▸ WHAT THE TASK REQUIRES
Output the records exactly, every one of them.

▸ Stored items
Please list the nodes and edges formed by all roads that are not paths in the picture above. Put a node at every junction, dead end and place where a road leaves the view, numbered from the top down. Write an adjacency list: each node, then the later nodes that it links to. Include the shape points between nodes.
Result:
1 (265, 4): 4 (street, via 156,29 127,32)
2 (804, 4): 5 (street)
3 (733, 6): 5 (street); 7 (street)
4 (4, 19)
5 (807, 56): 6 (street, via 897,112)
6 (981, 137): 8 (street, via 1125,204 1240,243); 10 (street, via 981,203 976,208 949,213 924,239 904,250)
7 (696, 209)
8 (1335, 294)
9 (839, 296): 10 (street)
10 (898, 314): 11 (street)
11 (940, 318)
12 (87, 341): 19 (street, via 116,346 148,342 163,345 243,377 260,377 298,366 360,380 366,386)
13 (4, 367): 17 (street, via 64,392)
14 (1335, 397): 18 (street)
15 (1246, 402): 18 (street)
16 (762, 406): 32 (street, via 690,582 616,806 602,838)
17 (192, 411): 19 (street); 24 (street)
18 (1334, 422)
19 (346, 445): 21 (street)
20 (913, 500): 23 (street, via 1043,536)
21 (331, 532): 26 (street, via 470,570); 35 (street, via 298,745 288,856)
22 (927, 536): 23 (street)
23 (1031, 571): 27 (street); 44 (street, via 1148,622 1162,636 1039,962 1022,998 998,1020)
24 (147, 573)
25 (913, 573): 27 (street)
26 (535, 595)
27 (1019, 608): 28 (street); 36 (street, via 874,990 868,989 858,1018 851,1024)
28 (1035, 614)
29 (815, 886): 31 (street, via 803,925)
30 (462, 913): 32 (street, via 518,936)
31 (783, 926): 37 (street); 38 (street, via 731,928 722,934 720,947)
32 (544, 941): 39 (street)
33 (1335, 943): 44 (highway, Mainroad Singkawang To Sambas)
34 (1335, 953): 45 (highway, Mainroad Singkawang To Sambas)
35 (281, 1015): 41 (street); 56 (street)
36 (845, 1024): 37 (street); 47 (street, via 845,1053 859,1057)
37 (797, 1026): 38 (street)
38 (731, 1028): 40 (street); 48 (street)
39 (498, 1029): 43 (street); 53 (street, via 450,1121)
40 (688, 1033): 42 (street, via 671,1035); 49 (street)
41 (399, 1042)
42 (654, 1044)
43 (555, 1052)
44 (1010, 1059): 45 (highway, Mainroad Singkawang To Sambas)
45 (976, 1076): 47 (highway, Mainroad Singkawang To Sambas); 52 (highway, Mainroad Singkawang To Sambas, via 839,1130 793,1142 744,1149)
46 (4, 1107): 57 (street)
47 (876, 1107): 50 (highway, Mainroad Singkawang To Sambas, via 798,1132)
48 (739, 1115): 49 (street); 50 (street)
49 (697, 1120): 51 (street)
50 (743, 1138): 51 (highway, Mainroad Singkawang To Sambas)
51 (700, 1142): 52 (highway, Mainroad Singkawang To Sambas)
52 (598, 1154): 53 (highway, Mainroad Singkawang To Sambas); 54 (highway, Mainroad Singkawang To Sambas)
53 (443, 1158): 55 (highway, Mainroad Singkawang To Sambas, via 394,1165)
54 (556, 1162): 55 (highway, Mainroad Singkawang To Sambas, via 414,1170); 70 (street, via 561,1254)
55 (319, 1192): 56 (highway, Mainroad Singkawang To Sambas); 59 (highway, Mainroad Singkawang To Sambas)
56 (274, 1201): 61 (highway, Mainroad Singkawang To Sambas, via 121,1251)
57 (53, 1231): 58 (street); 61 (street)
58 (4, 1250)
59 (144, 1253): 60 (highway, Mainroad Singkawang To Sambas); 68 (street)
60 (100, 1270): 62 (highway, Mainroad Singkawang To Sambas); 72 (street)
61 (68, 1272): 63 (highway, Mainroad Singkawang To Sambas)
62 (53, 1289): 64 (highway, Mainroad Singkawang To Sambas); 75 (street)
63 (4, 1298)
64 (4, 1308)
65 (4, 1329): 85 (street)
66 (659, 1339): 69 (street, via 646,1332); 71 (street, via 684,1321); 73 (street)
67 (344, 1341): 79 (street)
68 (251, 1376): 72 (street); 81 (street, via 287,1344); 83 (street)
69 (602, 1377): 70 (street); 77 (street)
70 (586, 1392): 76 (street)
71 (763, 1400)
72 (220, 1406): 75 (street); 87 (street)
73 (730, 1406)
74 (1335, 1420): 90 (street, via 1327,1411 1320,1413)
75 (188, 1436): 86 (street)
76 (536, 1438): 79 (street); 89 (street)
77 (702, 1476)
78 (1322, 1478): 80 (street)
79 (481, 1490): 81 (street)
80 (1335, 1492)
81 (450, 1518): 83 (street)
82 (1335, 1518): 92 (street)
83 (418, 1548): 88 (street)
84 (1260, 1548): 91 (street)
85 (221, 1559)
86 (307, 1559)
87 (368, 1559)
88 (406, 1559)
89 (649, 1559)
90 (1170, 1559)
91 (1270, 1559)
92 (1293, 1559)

▸ YOUR SOLUTION
Please list the nodes and edges formed by all roads that are not paths in the picture above. Put a node at every junction, dead end and place where a road leaves the view, numbered from the top down. Write an adjacency list: each node, then the later nodes that it links to. Include the shape points between nodes.
Result:
1 (265, 4): 4 (street, via 156,29 127,32)
2 (804, 4): 5 (street)
3 (733, 6): 5 (street); 7 (street)
4 (4, 19)
5 (807, 56): 6 (street, via 897,112)
6 (981, 137): 8 (street, via 1125,204 1240,243); 10 (street, via 981,203 976,208 949,213 924,239 904,250)
7 (696, 209)
8 (1335, 294)
9 (839, 296): 10 (street)
10 (898, 314): 11 (street)
11 (940, 318)
12 (87, 341): 19 (street, via 116,346 148,342 163,345 243,377 260,377 298,366 360,380 366,386)
13 (4, 367): 17 (street, via 64,392)
14 (1335, 397): 18 (street)
15 (1246, 402): 18 (street)
16 (762, 406): 32 (street, via 690,582 616,806 602,838)
17 (192, 411): 19 (street); 24 (street)
18 (1334, 422)
19 (346, 445): 21 (street)
20 (913, 500): 23 (street, via 1043,536)
21 (331, 532): 26 (street, via 470,570); 35 (street, via 298,745 288,856)
22 (927, 536): 23 (street)
23 (1031, 571): 27 (street); 44 (street, via 1148,622 1162,636 1039,962 1022,998 998,1020)
24 (147, 573)
25 (913, 573): 27 (street)
26 (535, 595)
27 (1019, 608): 28 (street); 36 (street, via 874,990 868,989 858,1018 851,1024)
28 (1035, 614)
29 (815, 886): 31 (street, via 803,925)
30 (462, 913): 32 (street, via 518,936)
31 (783, 926): 37 (street); 38 (street, via 731,928 722,934 720,947)
32 (544, 941): 39 (street)
33 (1335, 943): 44 (highway, Mainroad Singkawang To Sambas)
34 (1335, 953): 45 (highway, Mainroad Singkawang To Sambas)
35 (281, 1015): 41 (street); 56 (street)
36 (845, 1024): 37 (street); 47 (street, via 845,1053 859,1057)
37 (797, 1026): 38 (street)
38 (731, 1028): 40 (street); 48 (street)
39 (498, 1029): 43 (street); 53 (street, via 450,1121)
40 (688, 1033): 42 (street, via 671,1035); 49 (street)
41 (399, 1042)
42 (654, 1044)
43 (555, 1052)
44 (1010, 1059): 45 (highway, Mainroad Singkawang To Sambas)
45 (976, 1076): 47 (highway, Mainroad Singkawang To Sambas); 52 (highway, Mainroad Singkawang To Sambas, via 839,1130 793,1142 744,1149)
46 (4, 1107): 57 (street)
47 (876, 1107): 50 (highway, Mainroad Singkawang To Sambas, via 798,1132)
48 (739, 1115): 49 (street); 50 (street)
49 (697, 1120): 51 (street)
50 (743, 1138): 51 (highway, Mainroad Singkawang To Sambas)
51 (700, 1142): 52 (highway, Mainroad Singkawang To Sambas)
52 (598, 1154): 53 (highway, Mainroad Singkawang To Sambas); 54 (highway, Mainroad Singkawang To Sambas)
53 (443, 1158): 55 (highway, Mainroad Singkawang To Sambas, via 394,1165)
54 (556, 1162): 55 (highway, Mainroad Singkawang To Sambas, via 414,1170); 70 (street, via 561,1254)
55 (319, 1192): 56 (highway, Mainroad Singkawang To Sambas); 59 (highway, Mainroad Singkawang To Sambas)
56 (274, 1201): 61 (highway, Mainroad Singkawang To Sambas, via 121,1251)
57 (53, 1231): 58 (street); 61 (street)
58 (4, 1250)
59 (144, 1253): 60 (highway, Mainroad Singkawang To Sambas); 68 (street)
60 (100, 1270): 62 (highway, Mainroad Singkawang To Sambas); 72 (street)
61 (68, 1272): 63 (highway, Mainroad Singkawang To Sambas)
62 (53, 1289): 64 (highway, Mainroad Singkawang To Sambas); 75 (street)
63 (4, 1298)
64 (4, 1308)
65 (4, 1329): 85 (street)
66 (659, 1339): 69 (street, via 646,1332); 71 (street, via 684,1321); 73 (street)
67 (344, 1341): 79 (street)
68 (251, 1376): 72 (street); 81 (street, via 287,1344); 83 (street)
69 (602, 1377): 70 (street); 77 (street)
70 (586, 1392): 76 (street)
71 (763, 1400)
72 (220, 1406): 75 (street); 87 (street)
73 (730, 1406)
74 (1335, 1420): 90 (street, via 1327,1411 1320,1413)
75 (188, 1436): 86 (street)
76 (536, 1438): 79 (street); 89 (street)
77 (702, 1476)
78 (1322, 1478): 80 (street)
79 (481, 1490): 81 (street)
80 (1335, 1492)
81 (450, 1518): 83 (street)
82 (1335, 1518): 92 (street)
83 (418, 1548): 88 (street)
84 (1260, 1548): 91 (street)
85 (221, 1559)
86 (307, 1559)
87 (368, 1559)
88 (406, 1559)
89 (649, 1559)
90 (1170, 1559)
91 (1270, 1559)
92 (1293, 1559)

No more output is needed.